De certo modo, a CULTURA está para a parte mais nobre do nosso ser, o espírito, como os bens materiais para o nosso corpo, para as nossas necessidades materiais. Por um lado, somos nós que os produzimos, tanto a CULTURA como os bens materiais. E, por outro lado, não podemos viver felizes sem ambos, os bens materiais e a CULTURA. Todavia, é através da CULTURA que nos tornamos imortais. O corpo, que produzimos ao longo da nossa vida, esboroa-se, desvanece-se, desaparece. O produto do nosso espírito permanecerá muito para além da nossa morte, podendo mesmo ser eterno. Do corpo de Camões só resta, na urna que está nos Jerónimos, uma réstea de poeira. A sua obra viverá enquanto houver um Português.

Tal como as matérias primas necessárias à produção dos bens materiais são múltiplas, variadas, também a CULTURA precisa de elementos racionais, de elementos sentimentais e de elementos da vontade.

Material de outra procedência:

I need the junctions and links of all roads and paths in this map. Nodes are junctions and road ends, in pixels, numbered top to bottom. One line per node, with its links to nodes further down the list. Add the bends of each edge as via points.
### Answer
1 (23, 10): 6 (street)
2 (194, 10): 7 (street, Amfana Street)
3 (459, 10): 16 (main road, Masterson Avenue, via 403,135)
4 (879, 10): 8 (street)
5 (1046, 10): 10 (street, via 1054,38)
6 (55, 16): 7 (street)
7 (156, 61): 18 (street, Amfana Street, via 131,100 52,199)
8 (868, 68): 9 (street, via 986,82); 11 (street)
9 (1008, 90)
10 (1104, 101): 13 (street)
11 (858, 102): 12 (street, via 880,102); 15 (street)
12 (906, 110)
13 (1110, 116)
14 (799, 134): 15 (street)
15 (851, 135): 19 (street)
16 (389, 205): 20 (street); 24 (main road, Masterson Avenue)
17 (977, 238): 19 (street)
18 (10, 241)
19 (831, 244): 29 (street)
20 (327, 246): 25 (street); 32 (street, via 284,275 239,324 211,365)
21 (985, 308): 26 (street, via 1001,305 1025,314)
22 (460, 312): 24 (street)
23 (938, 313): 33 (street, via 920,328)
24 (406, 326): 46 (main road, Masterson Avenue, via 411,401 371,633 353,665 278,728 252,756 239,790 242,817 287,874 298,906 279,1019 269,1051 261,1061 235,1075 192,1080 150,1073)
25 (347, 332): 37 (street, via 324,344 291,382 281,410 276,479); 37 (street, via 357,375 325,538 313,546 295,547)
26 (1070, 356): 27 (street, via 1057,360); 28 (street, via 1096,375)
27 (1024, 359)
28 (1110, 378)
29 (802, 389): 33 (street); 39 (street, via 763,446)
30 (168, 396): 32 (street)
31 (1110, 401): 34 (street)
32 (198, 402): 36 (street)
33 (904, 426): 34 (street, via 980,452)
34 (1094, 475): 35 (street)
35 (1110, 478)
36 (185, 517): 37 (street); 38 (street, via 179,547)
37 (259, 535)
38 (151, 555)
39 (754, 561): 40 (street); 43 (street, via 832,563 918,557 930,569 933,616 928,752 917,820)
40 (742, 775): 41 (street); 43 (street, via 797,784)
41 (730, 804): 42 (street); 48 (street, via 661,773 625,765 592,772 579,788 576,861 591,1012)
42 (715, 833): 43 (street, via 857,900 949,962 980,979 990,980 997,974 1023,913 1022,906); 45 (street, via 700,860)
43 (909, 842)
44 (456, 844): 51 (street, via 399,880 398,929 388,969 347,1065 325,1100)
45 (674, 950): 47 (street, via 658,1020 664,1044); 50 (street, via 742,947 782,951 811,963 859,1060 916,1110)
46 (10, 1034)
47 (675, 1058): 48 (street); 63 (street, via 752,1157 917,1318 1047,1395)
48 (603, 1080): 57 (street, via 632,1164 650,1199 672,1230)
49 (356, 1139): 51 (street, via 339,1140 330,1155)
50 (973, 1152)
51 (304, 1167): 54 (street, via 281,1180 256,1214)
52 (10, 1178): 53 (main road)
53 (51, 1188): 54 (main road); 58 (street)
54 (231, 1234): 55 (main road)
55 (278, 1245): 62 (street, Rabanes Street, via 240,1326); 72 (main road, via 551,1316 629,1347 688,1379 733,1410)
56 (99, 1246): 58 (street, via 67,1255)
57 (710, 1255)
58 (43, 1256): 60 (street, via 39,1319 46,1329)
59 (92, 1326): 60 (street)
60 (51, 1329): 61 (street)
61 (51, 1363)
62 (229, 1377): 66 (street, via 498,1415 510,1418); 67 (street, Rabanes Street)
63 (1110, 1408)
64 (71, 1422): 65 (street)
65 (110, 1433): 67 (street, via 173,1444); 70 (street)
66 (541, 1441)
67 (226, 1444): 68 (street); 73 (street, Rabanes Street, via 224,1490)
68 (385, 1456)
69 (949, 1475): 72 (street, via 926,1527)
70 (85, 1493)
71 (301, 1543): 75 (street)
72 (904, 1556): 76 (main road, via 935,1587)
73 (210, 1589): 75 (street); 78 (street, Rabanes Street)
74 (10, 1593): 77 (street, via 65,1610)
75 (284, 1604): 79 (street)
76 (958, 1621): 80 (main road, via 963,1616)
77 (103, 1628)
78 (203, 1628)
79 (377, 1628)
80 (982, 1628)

Porque a razão, o sentimento e a vontade são a essência dos homens, do Homem, da Humanidade.

Isso deveria chegar para darmos tanta atenção aos bens materiais como aos bens do espírito. Mas a nossa experiência conta que não é assim. O desenvolvimento das condições materiais da vida do Homem opõe-se a sua desumanização, a sua aculturação. As nossas diferenças, que fazem muito da nossa riqueza, esbatem-se, Somos cada vez mais iguais, Somos, por isso, cada vez menos cultos. Mas cada vez mais parecemos dar menos dos nossos cuidados à CULTURA. Que nos faz. Que faz de nós seres especiais no Cosmos. Será este o caminho da perfeição?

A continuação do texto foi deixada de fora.